Cécile De France : Le miroir de Tarkovski, pour cette quête de la beauté, qui est vraiment unique, et unique au cinéma.
Albert Dupontel : Il faudra que tu m’expliques les motivations du personnage. Je n’ai vraiment rien compris à ce film.
Cécile De France : Moi non plus, mais justement, il n’y a pas besoin de réfléchir.
De quel film souhaiteriez-vous qu’on se rappelle de vous en premier?
Cécile De France : Il n'est pas encore fait.
Albert Dupontel : Même réponse.
Si vous aviez le pouvoir de convoquer une personne pour faire un film avec lui ou elle, qui ça serait?

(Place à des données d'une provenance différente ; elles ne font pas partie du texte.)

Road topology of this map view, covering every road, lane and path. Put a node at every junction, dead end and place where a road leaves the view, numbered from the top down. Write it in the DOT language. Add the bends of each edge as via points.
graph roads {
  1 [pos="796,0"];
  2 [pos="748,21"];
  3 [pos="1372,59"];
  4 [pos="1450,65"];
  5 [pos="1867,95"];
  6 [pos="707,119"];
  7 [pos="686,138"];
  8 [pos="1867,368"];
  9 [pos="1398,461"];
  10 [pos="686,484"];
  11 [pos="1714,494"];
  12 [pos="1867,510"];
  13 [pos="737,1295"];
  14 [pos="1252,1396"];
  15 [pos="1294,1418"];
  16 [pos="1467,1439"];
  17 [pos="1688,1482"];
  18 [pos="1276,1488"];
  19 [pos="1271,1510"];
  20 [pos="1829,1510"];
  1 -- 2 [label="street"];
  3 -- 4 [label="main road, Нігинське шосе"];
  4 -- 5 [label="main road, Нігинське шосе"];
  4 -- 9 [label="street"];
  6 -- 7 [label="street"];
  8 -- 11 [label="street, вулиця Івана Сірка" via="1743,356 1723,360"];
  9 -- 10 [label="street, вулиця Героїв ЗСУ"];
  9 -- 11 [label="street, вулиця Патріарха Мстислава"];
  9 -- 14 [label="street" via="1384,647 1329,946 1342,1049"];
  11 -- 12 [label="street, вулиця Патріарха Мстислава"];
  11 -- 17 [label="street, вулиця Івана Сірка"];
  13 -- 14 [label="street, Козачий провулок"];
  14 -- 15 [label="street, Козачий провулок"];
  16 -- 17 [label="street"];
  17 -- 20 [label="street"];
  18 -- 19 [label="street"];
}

Albert Dupontel : Michel Simon. J’adorais ce mec-là. Super acteur. Regardez la différence dans La beauté du diable entre Gérard Philipe et Michel Simon. Il y en a un qui ne passe plus du tout et c’est Gérard Philipe. Tandis que la modernité, la liberté de jeu de Michel Simon, sont fascinantes. Il n’avait aucune inhibition intérieure. Regardez Boudu sauvé des eaux, regardez La chienne, regardez Panique. Dans le jeu, l’émotion est là, il n’y a pas de frein, il n'est pas esclave d’une mode ou de son époque. Les émotions sont très justes et c’est pourquoi ça survit au temps. Il paraît qu’il était ingérable sur un plateau, mais j’aurais quand même aimé tenter ma chance avec lui.
Cécile De France : Lino Ventura. Il est relié à mon enfance, c’est quelque chose de doux. Quand je le voyais à l’écran, chez ma grand-mère, j’étais bien. Il est comme une madeleine de Proust pour moi.